### What is being asked
Report each line of the records where "dead" occurs.

Dataset entries:
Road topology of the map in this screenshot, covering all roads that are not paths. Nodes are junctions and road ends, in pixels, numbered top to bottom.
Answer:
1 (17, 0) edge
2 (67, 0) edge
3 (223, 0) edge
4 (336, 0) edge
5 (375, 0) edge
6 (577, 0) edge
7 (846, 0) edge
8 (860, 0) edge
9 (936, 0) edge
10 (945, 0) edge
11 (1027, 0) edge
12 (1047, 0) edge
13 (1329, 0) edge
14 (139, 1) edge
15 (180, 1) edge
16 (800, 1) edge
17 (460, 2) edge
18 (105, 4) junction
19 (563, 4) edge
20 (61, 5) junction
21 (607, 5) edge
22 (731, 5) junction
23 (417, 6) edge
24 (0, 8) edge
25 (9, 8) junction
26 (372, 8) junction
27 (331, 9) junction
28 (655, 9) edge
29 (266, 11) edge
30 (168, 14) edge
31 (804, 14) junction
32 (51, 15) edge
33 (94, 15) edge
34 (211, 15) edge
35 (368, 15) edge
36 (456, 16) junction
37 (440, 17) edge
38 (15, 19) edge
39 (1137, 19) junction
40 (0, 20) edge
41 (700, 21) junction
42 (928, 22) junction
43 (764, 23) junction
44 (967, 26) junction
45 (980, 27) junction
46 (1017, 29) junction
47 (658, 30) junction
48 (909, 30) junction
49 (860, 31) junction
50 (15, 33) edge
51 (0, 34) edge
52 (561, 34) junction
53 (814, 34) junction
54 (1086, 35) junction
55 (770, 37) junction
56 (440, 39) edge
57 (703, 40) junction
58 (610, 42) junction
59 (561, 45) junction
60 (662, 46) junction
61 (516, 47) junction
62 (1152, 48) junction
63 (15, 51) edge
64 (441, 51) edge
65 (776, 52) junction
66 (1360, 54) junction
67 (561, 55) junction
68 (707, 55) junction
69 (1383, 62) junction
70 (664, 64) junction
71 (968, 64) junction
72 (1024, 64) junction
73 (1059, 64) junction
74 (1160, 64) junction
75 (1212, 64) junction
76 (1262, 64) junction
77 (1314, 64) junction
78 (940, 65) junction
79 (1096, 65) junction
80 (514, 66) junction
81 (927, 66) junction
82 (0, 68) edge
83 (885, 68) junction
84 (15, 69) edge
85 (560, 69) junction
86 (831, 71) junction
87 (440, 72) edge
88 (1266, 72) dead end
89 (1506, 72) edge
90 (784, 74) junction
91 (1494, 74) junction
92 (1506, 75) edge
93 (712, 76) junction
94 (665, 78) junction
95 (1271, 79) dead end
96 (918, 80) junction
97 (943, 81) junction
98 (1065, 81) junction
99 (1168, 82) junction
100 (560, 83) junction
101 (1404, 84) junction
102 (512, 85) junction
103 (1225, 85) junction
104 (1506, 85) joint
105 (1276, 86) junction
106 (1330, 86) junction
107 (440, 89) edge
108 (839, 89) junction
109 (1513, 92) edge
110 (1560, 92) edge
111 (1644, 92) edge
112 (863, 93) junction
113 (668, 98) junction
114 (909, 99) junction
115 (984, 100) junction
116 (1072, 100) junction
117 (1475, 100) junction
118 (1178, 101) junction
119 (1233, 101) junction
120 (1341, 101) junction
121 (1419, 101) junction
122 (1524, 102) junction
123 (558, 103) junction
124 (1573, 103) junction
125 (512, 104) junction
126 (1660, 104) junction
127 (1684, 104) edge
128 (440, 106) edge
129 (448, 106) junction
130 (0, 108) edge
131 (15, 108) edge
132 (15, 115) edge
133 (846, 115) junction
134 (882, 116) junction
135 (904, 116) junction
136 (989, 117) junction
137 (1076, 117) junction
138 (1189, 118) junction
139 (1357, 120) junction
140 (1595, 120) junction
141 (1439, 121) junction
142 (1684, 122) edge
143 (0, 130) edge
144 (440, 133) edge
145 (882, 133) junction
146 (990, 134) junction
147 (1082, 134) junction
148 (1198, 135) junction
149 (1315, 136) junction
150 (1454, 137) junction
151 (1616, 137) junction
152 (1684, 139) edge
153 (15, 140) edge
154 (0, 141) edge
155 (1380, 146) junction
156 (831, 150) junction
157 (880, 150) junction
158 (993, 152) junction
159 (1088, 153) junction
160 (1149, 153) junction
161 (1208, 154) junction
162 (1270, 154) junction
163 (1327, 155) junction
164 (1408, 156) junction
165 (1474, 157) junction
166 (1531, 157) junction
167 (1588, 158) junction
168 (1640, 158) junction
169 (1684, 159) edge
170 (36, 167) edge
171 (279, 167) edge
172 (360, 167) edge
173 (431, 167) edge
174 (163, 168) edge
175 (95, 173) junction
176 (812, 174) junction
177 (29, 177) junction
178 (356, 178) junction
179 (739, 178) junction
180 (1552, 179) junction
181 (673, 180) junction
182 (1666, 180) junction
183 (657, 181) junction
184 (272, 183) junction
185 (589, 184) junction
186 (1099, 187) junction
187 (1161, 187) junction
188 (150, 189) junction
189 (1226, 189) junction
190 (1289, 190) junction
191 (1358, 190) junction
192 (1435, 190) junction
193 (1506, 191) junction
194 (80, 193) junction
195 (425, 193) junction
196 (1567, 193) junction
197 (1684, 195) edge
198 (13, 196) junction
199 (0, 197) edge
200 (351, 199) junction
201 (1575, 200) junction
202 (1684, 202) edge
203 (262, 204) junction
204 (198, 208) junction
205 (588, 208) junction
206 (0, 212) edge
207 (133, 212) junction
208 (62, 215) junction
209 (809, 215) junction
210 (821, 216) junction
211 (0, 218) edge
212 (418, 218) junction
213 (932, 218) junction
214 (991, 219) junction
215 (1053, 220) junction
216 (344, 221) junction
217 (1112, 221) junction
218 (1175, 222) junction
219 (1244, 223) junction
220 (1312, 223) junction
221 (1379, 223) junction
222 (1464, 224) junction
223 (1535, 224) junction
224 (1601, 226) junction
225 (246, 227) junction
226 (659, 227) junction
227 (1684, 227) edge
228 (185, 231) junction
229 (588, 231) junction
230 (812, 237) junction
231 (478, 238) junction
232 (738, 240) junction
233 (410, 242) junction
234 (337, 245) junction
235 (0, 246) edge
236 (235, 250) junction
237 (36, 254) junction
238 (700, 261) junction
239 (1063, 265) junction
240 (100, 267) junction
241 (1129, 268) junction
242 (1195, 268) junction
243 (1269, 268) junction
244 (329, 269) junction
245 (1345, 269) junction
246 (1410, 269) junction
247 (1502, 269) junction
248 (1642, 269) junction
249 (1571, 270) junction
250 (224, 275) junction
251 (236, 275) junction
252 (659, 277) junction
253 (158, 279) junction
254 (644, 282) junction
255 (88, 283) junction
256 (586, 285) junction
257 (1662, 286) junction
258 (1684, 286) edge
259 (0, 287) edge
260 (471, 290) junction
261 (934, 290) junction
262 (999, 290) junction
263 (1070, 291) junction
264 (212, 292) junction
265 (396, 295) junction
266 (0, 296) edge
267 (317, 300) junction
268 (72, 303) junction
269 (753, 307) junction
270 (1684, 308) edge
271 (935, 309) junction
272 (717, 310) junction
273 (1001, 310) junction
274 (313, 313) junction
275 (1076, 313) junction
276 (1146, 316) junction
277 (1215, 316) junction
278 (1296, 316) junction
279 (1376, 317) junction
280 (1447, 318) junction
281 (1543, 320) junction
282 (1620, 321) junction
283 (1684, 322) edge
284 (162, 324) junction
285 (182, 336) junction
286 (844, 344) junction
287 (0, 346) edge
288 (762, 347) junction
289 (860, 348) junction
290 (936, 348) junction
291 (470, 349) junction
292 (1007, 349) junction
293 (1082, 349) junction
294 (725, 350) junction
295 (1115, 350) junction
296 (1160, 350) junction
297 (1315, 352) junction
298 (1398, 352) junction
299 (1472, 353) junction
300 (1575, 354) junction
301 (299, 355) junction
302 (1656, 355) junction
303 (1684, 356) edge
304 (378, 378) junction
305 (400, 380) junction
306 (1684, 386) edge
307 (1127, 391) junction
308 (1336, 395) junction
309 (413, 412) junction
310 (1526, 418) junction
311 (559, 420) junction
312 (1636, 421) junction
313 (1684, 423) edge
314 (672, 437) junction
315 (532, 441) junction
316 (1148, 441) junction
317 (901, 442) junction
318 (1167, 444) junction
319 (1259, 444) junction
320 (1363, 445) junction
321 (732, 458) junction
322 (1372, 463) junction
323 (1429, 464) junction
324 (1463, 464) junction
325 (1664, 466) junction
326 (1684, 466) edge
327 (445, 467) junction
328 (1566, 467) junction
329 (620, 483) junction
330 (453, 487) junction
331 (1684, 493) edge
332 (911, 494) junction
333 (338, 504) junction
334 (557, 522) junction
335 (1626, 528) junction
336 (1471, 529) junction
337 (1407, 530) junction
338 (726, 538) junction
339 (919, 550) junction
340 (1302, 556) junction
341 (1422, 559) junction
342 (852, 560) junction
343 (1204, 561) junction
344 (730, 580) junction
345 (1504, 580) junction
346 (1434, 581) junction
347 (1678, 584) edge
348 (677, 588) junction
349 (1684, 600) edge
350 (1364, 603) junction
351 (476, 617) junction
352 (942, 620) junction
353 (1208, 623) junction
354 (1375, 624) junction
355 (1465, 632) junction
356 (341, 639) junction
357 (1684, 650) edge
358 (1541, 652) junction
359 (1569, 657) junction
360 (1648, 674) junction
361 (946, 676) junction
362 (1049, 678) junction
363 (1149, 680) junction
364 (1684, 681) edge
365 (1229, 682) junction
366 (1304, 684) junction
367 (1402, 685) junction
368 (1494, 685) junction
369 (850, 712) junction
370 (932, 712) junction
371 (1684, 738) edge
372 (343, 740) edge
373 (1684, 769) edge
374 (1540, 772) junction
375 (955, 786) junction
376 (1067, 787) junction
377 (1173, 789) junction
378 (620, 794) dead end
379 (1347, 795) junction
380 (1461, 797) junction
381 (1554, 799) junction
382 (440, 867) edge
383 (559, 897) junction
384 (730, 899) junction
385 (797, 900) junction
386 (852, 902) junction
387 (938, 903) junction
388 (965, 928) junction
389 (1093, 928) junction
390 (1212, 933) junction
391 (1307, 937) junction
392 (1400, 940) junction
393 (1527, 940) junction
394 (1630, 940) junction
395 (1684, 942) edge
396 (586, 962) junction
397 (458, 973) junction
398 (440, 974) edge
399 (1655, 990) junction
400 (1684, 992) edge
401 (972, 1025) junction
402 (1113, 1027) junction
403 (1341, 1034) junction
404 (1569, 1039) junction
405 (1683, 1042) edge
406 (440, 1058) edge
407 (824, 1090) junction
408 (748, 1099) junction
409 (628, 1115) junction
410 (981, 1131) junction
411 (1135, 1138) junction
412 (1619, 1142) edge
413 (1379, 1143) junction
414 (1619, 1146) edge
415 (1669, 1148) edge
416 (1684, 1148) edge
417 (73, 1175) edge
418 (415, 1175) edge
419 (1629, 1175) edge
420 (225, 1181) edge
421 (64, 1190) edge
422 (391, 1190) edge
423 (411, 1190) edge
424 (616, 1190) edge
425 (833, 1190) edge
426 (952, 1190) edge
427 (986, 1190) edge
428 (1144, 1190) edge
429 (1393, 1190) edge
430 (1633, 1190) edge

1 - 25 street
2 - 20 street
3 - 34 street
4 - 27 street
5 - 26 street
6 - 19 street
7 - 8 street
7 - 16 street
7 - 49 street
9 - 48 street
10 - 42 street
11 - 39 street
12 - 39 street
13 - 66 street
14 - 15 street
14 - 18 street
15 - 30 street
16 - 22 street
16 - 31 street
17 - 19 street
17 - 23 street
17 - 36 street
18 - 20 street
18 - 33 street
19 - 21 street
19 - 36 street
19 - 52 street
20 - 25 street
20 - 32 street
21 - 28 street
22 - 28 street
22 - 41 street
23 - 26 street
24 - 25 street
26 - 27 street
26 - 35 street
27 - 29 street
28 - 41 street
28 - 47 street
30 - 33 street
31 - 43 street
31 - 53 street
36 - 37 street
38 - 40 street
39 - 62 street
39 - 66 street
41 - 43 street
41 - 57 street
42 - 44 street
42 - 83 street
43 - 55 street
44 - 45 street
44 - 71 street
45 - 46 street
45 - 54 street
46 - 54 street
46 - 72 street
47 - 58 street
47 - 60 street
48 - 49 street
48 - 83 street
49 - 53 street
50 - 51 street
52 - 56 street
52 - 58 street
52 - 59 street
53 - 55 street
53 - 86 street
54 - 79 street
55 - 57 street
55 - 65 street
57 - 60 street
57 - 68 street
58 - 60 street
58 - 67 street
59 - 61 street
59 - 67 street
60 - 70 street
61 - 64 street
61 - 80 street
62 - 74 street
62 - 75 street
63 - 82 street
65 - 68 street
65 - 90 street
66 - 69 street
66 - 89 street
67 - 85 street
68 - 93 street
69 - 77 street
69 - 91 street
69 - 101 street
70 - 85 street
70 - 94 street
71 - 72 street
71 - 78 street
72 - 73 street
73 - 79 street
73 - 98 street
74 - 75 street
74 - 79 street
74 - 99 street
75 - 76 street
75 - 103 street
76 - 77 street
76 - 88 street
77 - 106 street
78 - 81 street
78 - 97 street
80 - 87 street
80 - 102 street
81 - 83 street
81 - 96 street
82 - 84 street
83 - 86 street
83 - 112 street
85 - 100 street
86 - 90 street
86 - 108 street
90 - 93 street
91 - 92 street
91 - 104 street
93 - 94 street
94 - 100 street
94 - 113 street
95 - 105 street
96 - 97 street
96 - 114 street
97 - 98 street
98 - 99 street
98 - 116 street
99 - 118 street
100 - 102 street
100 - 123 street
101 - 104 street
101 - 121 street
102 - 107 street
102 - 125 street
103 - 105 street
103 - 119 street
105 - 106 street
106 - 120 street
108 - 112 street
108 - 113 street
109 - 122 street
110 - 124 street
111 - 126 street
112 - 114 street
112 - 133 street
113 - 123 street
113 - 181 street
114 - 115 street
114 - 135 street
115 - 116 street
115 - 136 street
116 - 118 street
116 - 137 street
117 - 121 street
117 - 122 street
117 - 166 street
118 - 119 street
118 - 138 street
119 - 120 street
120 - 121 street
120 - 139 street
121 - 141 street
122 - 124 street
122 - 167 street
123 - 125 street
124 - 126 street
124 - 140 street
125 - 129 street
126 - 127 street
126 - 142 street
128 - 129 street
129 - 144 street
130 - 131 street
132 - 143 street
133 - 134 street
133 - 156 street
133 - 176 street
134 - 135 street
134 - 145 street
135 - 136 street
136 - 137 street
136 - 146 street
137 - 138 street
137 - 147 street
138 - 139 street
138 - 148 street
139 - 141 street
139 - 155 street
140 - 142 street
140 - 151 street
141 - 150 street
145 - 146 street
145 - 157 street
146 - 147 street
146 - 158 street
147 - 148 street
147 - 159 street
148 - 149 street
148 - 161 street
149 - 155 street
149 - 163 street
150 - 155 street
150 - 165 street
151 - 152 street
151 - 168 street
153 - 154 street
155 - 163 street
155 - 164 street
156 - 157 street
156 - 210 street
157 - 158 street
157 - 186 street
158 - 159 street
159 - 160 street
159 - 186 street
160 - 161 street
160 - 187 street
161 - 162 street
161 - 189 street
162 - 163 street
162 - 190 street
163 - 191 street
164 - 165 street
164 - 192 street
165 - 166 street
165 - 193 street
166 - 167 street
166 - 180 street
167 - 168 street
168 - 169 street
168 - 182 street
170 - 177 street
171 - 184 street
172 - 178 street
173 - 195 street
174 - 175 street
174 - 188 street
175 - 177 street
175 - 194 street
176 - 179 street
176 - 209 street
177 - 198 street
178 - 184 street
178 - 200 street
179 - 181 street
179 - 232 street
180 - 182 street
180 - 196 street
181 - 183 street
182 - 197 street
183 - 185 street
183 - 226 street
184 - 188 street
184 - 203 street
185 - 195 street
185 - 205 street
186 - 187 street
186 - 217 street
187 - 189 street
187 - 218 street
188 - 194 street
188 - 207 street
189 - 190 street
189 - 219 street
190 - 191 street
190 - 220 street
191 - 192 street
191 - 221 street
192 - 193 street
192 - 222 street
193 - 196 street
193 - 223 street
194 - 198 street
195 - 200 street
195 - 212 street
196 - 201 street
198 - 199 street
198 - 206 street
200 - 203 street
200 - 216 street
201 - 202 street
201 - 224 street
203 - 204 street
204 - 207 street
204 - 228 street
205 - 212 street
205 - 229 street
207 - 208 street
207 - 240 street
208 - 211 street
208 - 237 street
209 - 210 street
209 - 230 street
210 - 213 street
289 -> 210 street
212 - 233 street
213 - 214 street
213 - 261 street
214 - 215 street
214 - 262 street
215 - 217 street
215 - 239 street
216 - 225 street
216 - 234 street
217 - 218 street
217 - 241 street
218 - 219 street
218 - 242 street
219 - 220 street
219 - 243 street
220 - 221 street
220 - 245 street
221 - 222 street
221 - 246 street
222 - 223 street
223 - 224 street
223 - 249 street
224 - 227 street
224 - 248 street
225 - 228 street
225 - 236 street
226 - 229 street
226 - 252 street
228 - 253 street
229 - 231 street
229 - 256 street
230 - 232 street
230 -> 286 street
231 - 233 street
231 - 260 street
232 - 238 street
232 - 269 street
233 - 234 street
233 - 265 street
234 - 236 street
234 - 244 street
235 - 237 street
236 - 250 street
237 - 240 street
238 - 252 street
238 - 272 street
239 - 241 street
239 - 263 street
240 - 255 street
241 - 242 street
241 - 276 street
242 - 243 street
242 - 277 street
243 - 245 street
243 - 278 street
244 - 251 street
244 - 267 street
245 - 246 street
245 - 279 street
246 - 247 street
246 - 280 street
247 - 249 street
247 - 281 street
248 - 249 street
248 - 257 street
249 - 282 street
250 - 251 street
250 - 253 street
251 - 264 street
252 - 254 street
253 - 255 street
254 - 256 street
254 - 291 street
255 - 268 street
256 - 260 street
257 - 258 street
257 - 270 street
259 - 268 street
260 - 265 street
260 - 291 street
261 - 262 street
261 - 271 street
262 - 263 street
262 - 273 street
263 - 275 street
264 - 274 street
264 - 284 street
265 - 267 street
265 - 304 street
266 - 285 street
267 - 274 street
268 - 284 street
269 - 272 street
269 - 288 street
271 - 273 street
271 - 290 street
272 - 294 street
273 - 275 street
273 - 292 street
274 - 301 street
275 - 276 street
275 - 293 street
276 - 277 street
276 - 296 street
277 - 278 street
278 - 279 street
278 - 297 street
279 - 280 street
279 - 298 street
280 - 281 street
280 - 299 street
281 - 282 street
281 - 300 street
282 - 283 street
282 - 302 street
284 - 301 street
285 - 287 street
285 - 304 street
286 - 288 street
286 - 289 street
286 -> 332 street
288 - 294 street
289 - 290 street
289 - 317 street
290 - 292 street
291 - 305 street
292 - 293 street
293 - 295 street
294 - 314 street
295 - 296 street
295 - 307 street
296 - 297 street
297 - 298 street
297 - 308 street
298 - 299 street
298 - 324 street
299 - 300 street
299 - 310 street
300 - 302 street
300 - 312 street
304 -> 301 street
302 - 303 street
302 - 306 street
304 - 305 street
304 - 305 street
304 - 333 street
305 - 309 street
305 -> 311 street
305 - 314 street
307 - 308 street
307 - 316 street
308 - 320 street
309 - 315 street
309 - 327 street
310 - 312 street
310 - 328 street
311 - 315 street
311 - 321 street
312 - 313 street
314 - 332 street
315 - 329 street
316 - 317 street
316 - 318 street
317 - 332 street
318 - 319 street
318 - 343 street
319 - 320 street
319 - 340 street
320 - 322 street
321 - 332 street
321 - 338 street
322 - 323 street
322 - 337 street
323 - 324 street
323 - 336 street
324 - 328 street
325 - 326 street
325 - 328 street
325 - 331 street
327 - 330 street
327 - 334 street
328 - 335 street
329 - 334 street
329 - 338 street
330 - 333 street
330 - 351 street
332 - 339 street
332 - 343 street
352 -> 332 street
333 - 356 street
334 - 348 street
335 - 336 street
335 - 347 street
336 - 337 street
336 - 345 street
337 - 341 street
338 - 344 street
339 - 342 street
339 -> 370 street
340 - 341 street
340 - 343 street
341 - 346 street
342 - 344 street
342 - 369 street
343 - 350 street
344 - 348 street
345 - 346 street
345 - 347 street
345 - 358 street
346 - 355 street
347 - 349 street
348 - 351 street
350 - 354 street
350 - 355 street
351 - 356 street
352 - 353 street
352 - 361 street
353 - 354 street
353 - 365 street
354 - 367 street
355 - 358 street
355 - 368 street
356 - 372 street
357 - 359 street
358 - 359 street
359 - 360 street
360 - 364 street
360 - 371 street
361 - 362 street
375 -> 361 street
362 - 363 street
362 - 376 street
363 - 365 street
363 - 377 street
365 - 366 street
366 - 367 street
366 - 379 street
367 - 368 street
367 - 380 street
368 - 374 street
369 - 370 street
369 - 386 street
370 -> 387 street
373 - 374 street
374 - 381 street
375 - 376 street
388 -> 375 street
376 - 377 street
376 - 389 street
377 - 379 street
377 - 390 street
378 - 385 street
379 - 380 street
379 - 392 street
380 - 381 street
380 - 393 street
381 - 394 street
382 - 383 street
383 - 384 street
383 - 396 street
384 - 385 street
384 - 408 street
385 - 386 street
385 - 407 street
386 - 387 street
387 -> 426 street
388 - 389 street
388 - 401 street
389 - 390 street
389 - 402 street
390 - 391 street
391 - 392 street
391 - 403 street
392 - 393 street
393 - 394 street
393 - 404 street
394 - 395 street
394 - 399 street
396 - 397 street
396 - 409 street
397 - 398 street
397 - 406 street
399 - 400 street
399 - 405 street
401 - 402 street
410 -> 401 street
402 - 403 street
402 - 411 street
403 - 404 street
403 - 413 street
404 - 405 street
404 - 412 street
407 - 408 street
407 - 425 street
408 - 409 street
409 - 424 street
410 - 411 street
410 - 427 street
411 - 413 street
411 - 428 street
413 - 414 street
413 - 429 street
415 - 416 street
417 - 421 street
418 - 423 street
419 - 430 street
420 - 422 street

### Answer to the problem
88 (1266, 72) dead end
95 (1271, 79) dead end
378 (620, 794) dead end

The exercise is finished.